**What needs to be done**
This exercise calls for every line of the listing below that contains the word "dead".

::: Given data

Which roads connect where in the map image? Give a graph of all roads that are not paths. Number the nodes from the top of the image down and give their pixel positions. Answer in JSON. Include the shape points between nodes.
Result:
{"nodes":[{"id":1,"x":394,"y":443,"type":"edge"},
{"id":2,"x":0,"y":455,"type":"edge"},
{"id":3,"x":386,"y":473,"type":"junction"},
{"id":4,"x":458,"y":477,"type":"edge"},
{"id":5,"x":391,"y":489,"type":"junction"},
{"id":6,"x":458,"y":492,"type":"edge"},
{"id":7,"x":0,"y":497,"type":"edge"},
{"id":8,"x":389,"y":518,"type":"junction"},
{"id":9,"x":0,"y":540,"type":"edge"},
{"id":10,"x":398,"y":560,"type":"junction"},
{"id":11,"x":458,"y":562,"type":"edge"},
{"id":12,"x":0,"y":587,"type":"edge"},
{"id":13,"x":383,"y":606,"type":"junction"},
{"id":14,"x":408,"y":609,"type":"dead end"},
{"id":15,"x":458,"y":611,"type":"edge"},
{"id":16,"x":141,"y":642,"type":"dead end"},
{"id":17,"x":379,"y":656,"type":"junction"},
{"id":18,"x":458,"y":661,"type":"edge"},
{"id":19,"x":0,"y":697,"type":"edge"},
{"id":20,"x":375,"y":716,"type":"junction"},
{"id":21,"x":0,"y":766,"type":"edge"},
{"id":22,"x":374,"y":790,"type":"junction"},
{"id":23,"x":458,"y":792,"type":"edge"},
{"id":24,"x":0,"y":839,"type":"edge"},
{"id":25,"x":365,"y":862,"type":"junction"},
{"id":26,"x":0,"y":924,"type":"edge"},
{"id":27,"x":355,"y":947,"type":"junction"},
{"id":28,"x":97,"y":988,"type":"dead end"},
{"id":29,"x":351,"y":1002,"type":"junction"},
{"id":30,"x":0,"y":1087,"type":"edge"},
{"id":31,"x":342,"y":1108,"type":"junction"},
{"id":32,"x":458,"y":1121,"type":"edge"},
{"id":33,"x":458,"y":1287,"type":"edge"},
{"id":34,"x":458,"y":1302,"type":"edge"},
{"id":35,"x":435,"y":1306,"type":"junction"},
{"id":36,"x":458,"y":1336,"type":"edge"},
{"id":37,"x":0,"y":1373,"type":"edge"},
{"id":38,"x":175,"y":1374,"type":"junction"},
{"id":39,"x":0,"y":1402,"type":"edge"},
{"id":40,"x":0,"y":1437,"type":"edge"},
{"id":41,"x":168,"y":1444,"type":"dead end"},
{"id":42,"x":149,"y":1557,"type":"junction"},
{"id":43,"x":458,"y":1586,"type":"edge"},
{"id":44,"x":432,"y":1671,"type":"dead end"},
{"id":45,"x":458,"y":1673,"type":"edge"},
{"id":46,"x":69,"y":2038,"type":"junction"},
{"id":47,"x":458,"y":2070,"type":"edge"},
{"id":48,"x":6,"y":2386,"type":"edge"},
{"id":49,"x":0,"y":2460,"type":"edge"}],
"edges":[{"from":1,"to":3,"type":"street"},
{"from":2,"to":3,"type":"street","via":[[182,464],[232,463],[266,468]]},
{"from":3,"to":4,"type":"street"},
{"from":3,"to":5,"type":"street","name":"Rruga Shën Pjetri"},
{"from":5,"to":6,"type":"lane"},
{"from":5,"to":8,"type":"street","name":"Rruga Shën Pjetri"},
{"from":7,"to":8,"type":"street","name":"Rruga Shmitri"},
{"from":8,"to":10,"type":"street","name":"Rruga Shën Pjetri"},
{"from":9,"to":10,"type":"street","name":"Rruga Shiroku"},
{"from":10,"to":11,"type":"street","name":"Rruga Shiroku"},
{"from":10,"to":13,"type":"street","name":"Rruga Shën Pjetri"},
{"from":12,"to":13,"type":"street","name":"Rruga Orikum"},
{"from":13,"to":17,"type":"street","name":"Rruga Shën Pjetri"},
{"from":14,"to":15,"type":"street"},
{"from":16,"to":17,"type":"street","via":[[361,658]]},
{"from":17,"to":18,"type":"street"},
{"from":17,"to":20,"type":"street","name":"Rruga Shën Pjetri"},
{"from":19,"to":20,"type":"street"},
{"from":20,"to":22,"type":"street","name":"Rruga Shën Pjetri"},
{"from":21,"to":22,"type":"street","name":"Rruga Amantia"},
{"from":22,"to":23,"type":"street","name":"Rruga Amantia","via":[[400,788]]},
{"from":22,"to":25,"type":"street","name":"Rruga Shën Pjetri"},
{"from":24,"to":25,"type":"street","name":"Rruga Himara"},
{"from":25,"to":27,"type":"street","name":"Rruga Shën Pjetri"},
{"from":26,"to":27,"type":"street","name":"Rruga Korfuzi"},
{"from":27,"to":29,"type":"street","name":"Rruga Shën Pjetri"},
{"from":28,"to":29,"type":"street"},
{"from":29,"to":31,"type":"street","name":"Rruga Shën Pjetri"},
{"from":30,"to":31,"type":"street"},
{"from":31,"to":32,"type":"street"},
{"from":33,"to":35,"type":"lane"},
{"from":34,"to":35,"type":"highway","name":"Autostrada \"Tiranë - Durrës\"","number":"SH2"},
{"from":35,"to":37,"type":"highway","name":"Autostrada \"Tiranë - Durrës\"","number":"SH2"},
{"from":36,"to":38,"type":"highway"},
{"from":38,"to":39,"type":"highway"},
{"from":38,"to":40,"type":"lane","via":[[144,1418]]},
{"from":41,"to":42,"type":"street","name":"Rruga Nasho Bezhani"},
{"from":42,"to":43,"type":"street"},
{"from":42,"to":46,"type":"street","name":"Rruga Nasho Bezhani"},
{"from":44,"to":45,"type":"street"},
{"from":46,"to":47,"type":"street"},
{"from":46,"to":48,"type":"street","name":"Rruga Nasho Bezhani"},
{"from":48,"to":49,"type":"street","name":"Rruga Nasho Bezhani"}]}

::::::

**Answer box**
{"id":14,"x":408,"y":609,"type":"dead end"},
{"id":16,"x":141,"y":642,"type":"dead end"},
{"id":28,"x":97,"y":988,"type":"dead end"},
{"id":41,"x":168,"y":1444,"type":"dead end"},
{"id":44,"x":432,"y":1671,"type":"dead end"},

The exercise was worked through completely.